More and more stories about #1DMx are beginning to surface, and this time, they are coming from The Guardian. The site published an English-language report from Mexico City chronicling the revelation that Mexican police tortured protesters last Saturday during demonstrations against Enrique Peña Nieto, the country's new president.

Here is what The Guardian's Jo Tuckman wrote:

A preliminary investigation by Mexico City's human rights commission has found evidence of police brutality and arbitrary detentions during the violent protests during last Saturday's inauguration of President Enrique Peña Nieto.

The ongoing investigation has identified at least four cases of possible torture, three of them involving electric shocks, as well as 22 cases of unjustified arrests among the 70 people still in jail in relation to the protests. Many of these face a preliminary charge of "attacks against the public peace", which carries a long prison term.

"The important thing here is that the authorities provide convincing evidence that the people who are sanctioned were really involved in the events and that we don't see people criminalised who were protesting peacefully or, in some cases, not even participating in the protests," the head of the commission, Luis González Placencia, told MVS Noticias.

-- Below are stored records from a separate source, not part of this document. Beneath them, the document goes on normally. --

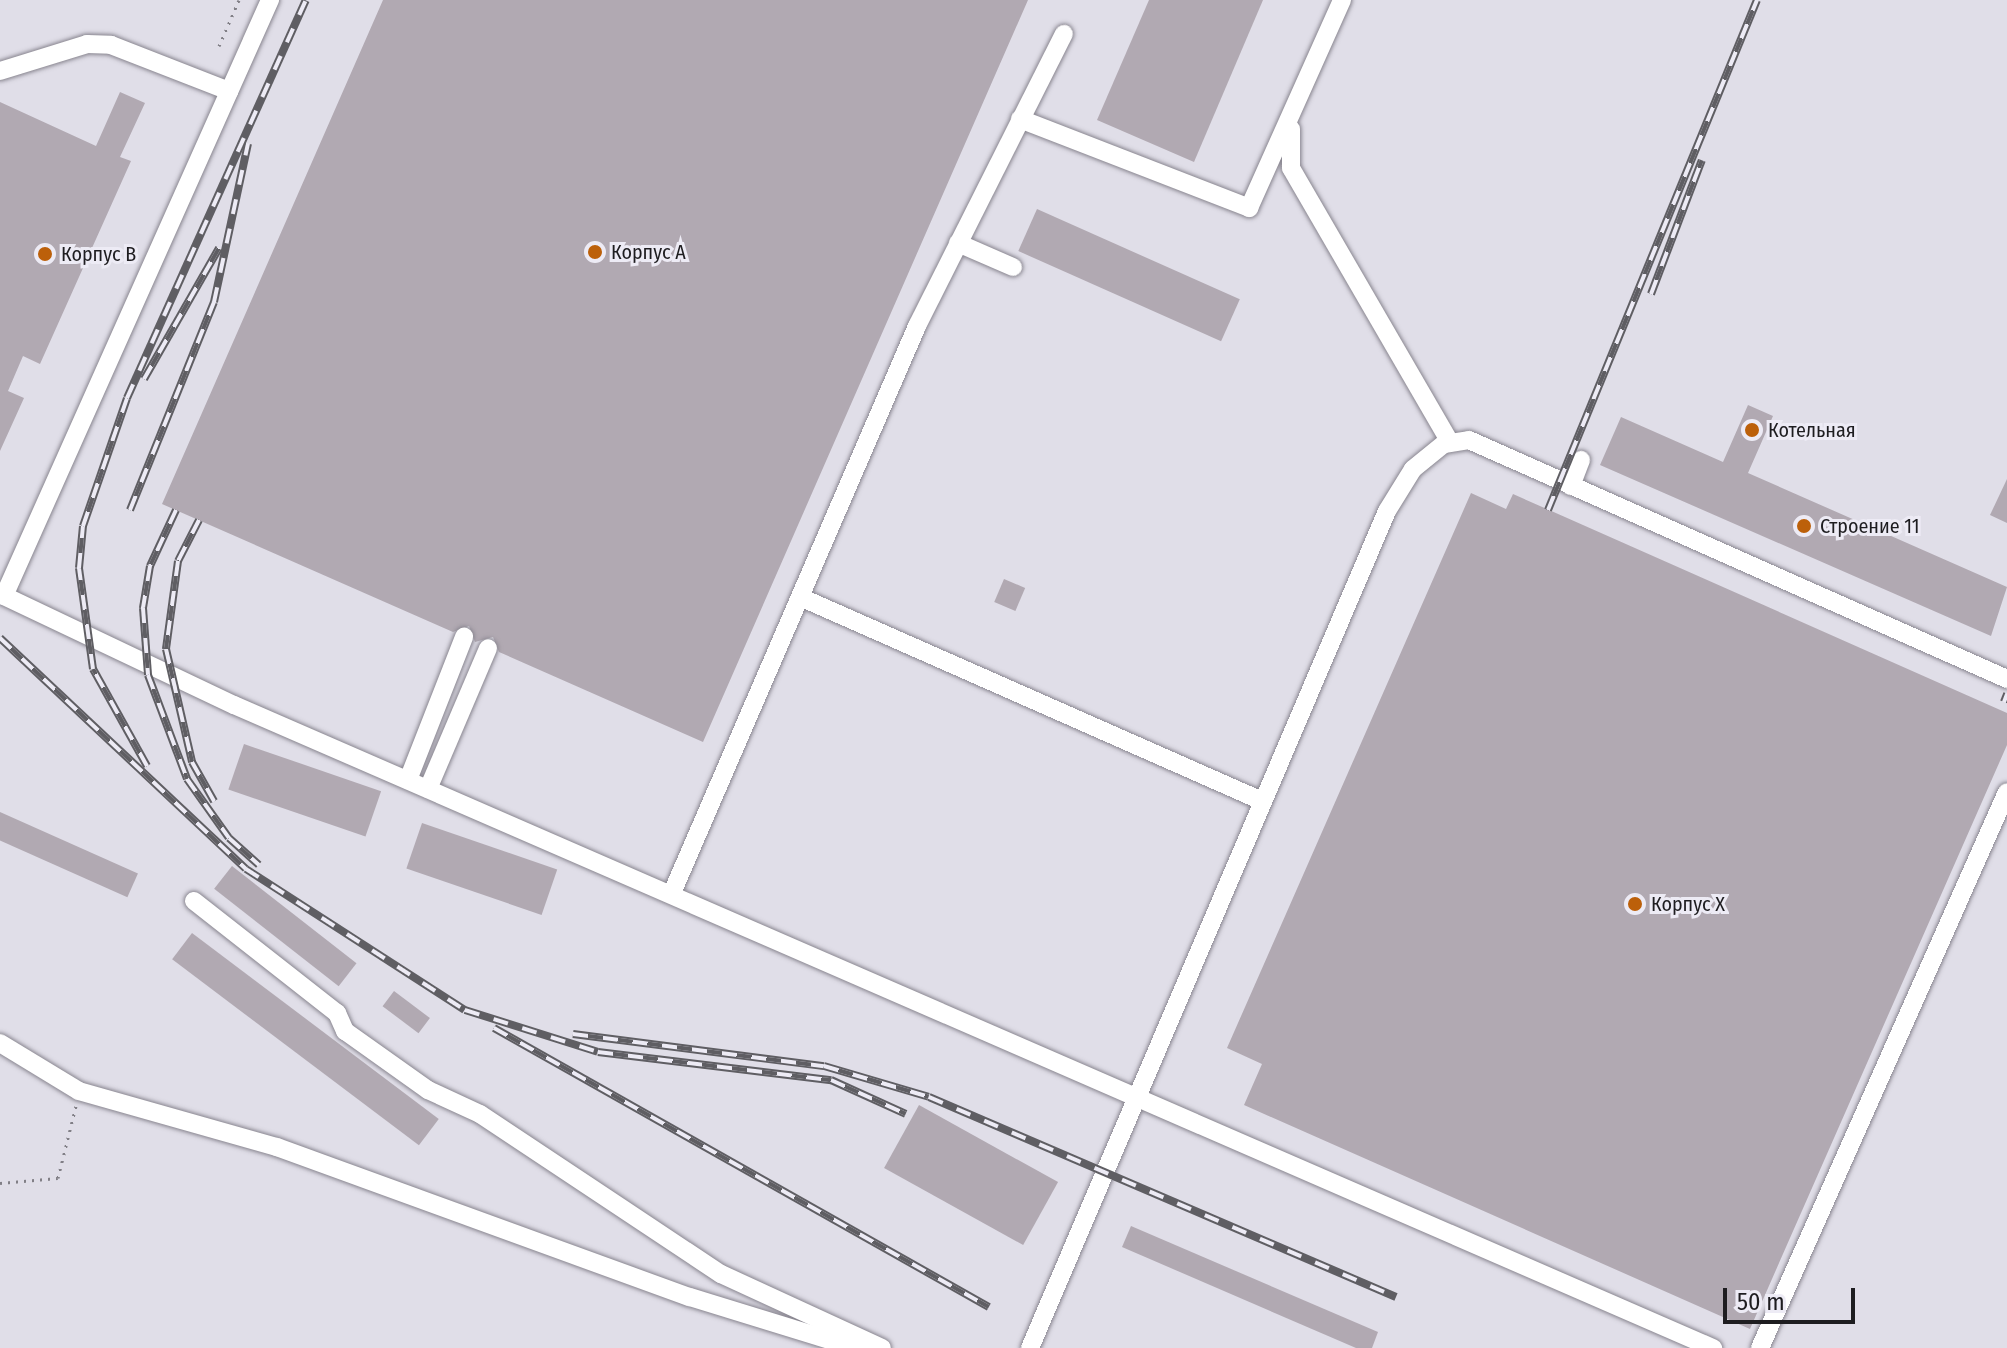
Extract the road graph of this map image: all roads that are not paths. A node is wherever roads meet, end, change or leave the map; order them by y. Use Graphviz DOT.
graph roads {
  1 [pos="1342,0"];
  2 [pos="267,1"];
  3 [pos="1064,34"];
  4 [pos="0,71"];
  5 [pos="229,91"];
  6 [pos="1296,102"];
  7 [pos="1020,119"];
  8 [pos="958,243"];
  9 [pos="1013,267"];
  10 [pos="1450,442"];
  11 [pos="1581,460"];
  12 [pos="1571,486"];
  13 [pos="2,595"];
  14 [pos="800,597"];
  15 [pos="464,637"];
  16 [pos="488,648"];
  17 [pos="2007,679"];
  18 [pos="408,780"];
  19 [pos="428,789"];
  20 [pos="2007,792"];
  21 [pos="1262,801"];
  22 [pos="672,893"];
  23 [pos="194,901"];
  24 [pos="0,1043"];
  25 [pos="1135,1094"];
  26 [pos="856,1348"];
  27 [pos="882,1348"];
  28 [pos="1030,1348"];
  29 [pos="1713,1348"];
  30 [pos="1760,1348"];
  1 -- 6 [label="lane"];
  2 -- 5 [label="lane"];
  3 -- 7 [label="lane"];
  4 -- 5 [label="lane"];
  5 -- 13 [label="lane"];
  6 -- 7 [label="lane"];
  6 -- 10 [label="lane"];
  7 -- 8 [label="lane"];
  8 -- 9 [label="lane"];
  8 -- 14 [label="lane"];
  10 -- 12 [label="lane"];
  10 -- 21 [label="lane"];
  11 -- 12 [label="lane"];
  12 -- 17 [label="lane"];
  13 -- 18 [label="lane"];
  14 -- 21 [label="lane"];
  14 -- 22 [label="lane"];
  15 -- 18 [label="lane"];
  16 -- 19 [label="lane"];
  18 -- 19 [label="lane"];
  19 -- 22 [label="lane"];
  20 -- 30 [label="lane"];
  21 -- 25 [label="lane"];
  22 -- 25 [label="lane"];
  23 -- 27 [label="lane"];
  24 -- 26 [label="lane"];
  25 -- 28 [label="lane"];
  25 -- 29 [label="lane"];
}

While the article focuses on the violent acts that occurred that day, it also wrote about the situation surrounding non-violent protests: "…the commission's investigation partially supports the claims of activists and relatives of some of those in jail who insist the police went after the wrong people, including two Romanian freelance journalists."

In addition, the article featured the following video, which had gone viral on Facebook, but is also now on YouTube. The video shows "a man in a mauve shirt is seen standing in front of riot police verbally demanding that they release detainees not in the picture. An officer comes up from behind to pick him up and carry him behind police lines."